▶ **Work task**: Scan the lines below for "paths"; report the number of lines that contain it, and only that.

▶ **Data listing**:
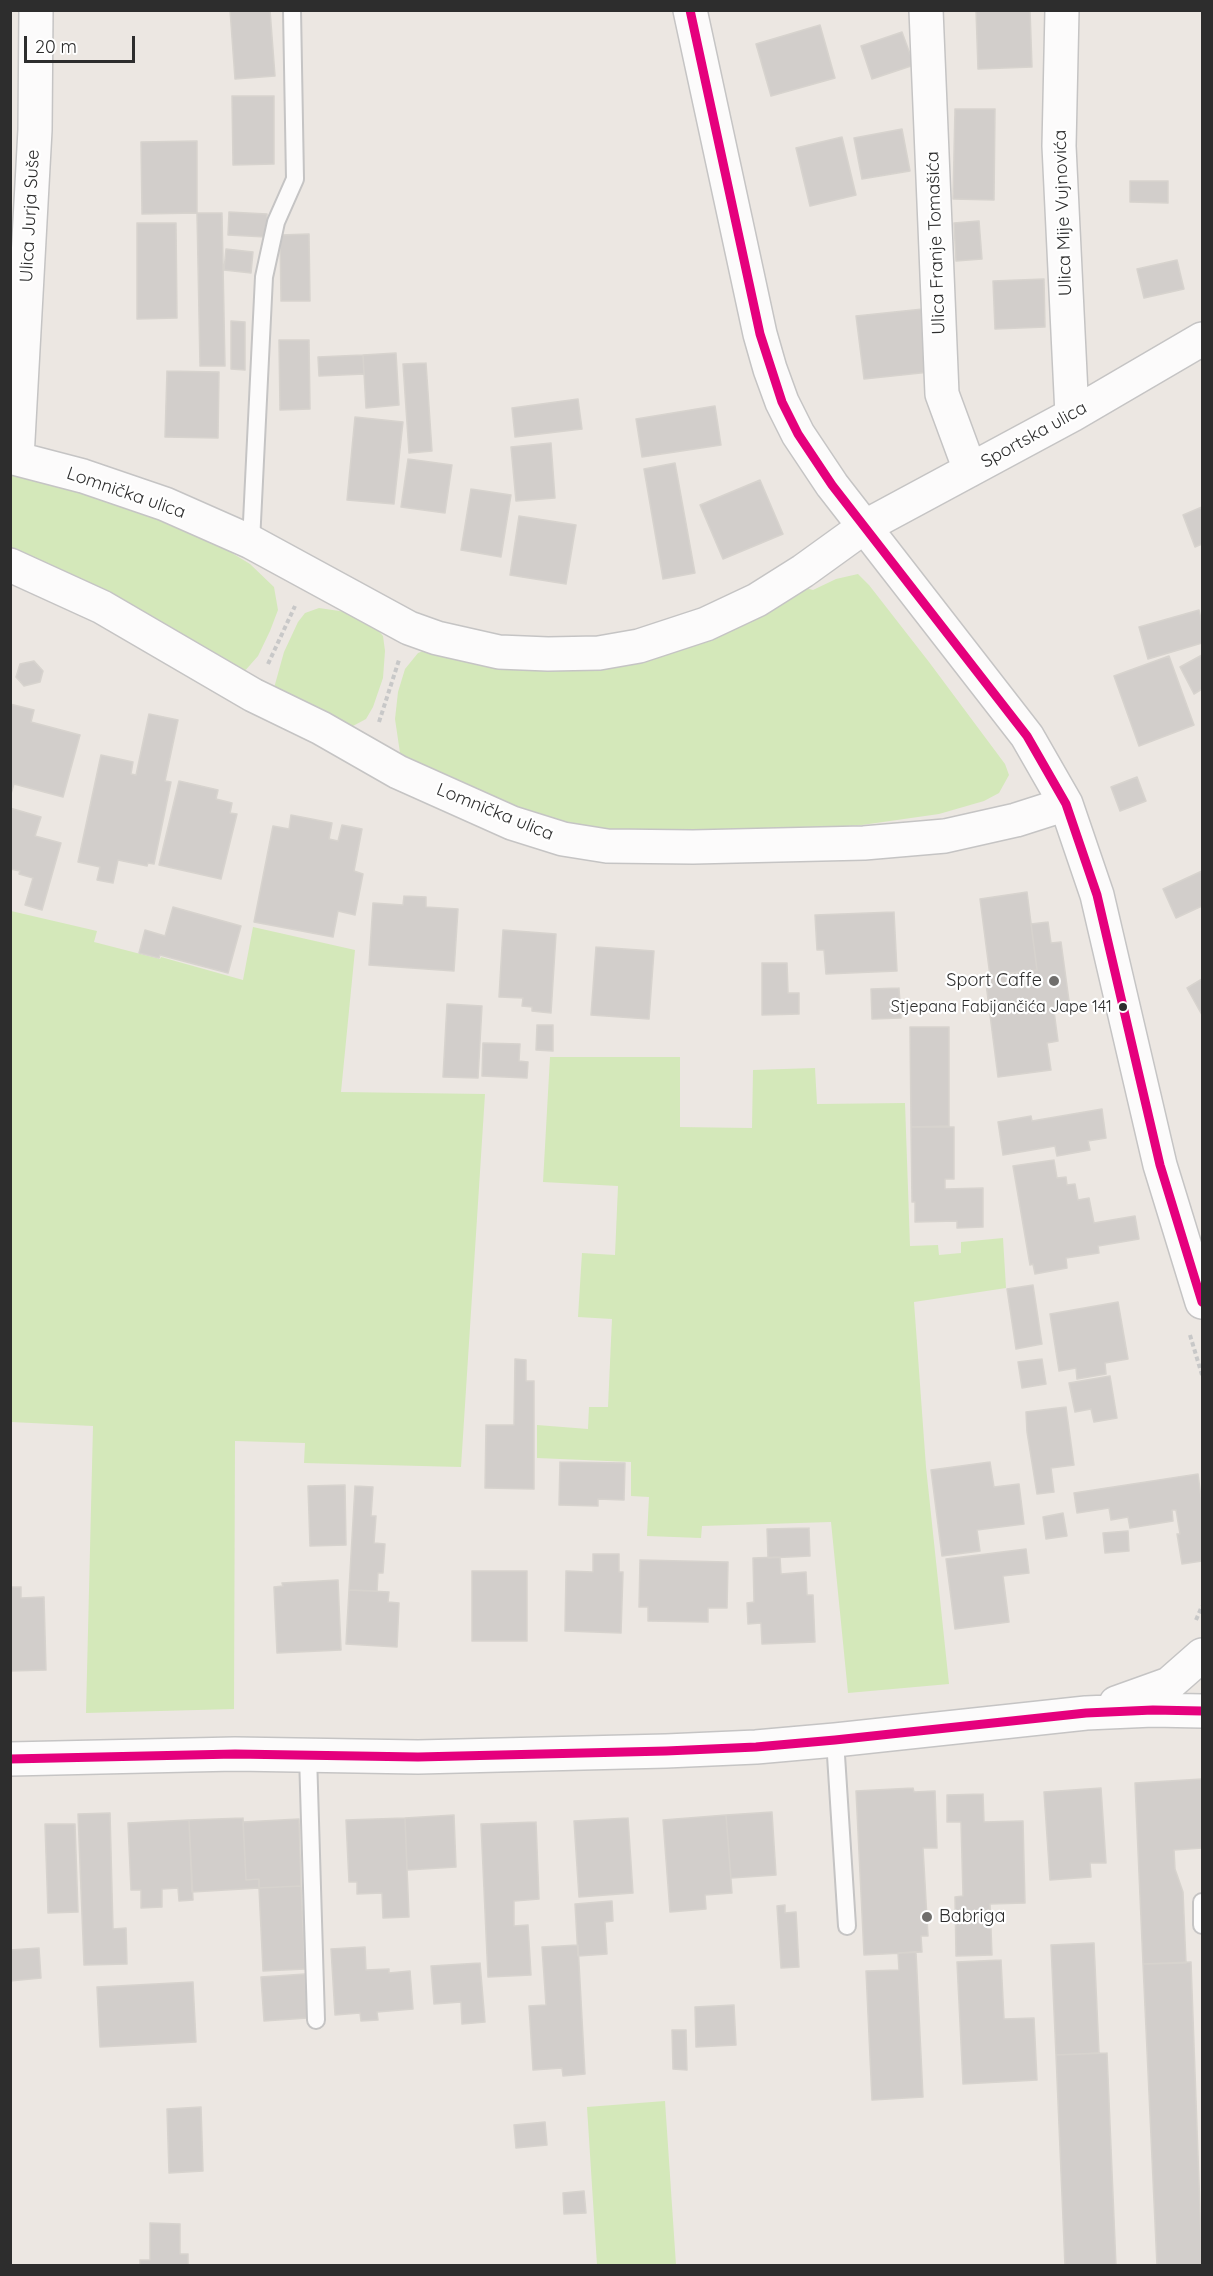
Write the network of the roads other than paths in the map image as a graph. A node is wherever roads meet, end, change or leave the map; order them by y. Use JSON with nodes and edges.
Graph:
{"nodes":[{"id":1,"x":36,"y":10,"type":"edge"},
{"id":2,"x":292,"y":10,"type":"edge"},
{"id":3,"x":690,"y":10,"type":"edge"},
{"id":4,"x":926,"y":10,"type":"edge"},
{"id":5,"x":1062,"y":10,"type":"edge"},
{"id":6,"x":1203,"y":339,"type":"edge"},
{"id":7,"x":1072,"y":415,"type":"junction"},
{"id":8,"x":14,"y":457,"type":"edge"},
{"id":9,"x":970,"y":471,"type":"junction"},
{"id":10,"x":864,"y":527,"type":"junction"},
{"id":11,"x":251,"y":542,"type":"junction"},
{"id":12,"x":10,"y":565,"type":"edge"},
{"id":13,"x":1066,"y":804,"type":"junction"},
{"id":14,"x":1203,"y":1302,"type":"edge"},
{"id":15,"x":1203,"y":1654,"type":"edge"},
{"id":16,"x":1203,"y":1712,"type":"edge"},
{"id":17,"x":1086,"y":1713,"type":"junction"},
{"id":18,"x":835,"y":1740,"type":"junction"},
{"id":19,"x":308,"y":1755,"type":"junction"},
{"id":20,"x":10,"y":1759,"type":"edge"},
{"id":21,"x":1203,"y":1902,"type":"edge"},
{"id":22,"x":1203,"y":1925,"type":"edge"},
{"id":23,"x":848,"y":1926,"type":"dead end"},
{"id":24,"x":316,"y":2020,"type":"dead end"}],
"edges":[{"from":1,"to":8,"type":"street","name":"Ulica Jurja Suše"},
{"from":2,"to":11,"type":"lane"},
{"from":3,"to":10,"type":"street"},
{"from":4,"to":9,"type":"street","name":"Ulica Franje Tomašića"},
{"from":5,"to":7,"type":"street","name":"Ulica Mije Vujnovića"},
{"from":6,"to":7,"type":"street","name":"Sportska ulica"},
{"from":7,"to":9,"type":"street","name":"Sportska ulica"},
{"from":8,"to":11,"type":"street","name":"Lomnička ulica"},
{"from":9,"to":10,"type":"street","name":"Sportska ulica"},
{"from":10,"to":11,"type":"street","name":"Lomnička ulica"},
{"from":10,"to":13,"type":"street"},
{"from":12,"to":13,"type":"street","name":"Lomnička ulica"},
{"from":13,"to":14,"type":"street"},
{"from":15,"to":17,"type":"street"},
{"from":16,"to":17,"type":"street"},
{"from":17,"to":18,"type":"street"},
{"from":18,"to":19,"type":"street"},
{"from":18,"to":23,"type":"lane"},
{"from":19,"to":20,"type":"street"},
{"from":19,"to":24,"type":"lane"},
{"from":21,"to":22,"type":"lane"}]}
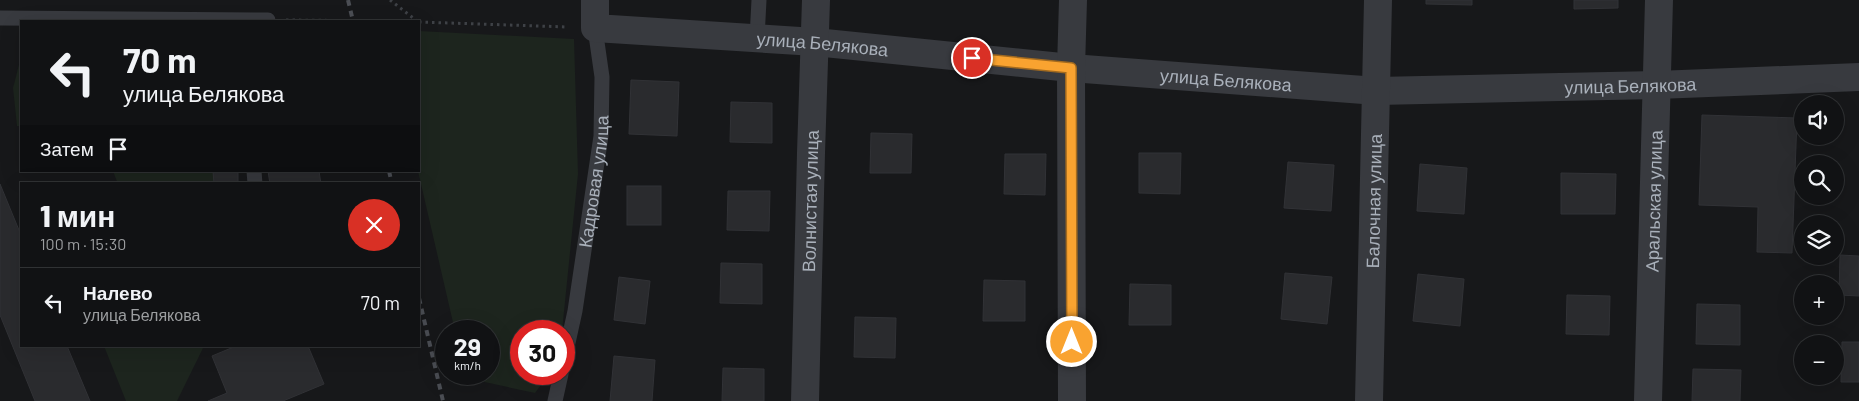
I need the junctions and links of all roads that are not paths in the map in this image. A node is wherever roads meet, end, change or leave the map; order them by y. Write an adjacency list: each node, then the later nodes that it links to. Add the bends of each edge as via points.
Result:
1 (595, 0): 9 (street, Кадровая улица)
2 (759, 0): 10 (lane)
3 (816, 0): 11 (street, Волнистая улица)
4 (1073, 0): 12 (street)
5 (1378, 0): 15 (street, Балочная улица)
6 (1659, 0): 14 (street, Аральская улица)
7 (0, 18): 8 (lane)
8 (158, 20)
9 (595, 28): 10 (street, улица Белякова); 16 (lane, Кадровая улица, via 602,77 601,136)
10 (758, 38): 11 (street, улица Белякова)
11 (815, 42): 12 (street, улица Белякова); 19 (street, Волнистая улица)
12 (1071, 68): 15 (street, улица Белякова); 20 (street)
13 (1859, 77): 14 (street, улица Белякова)
14 (1657, 85): 15 (street, улица Белякова); 22 (street, Аральская улица)
15 (1377, 91): 21 (street, Балочная улица)
16 (572, 320)
17 (559, 385): 18 (lane)
18 (555, 401)
19 (805, 401)
20 (1072, 401)
21 (1369, 401)
22 (1648, 401)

▶ **Exercise solution**: 2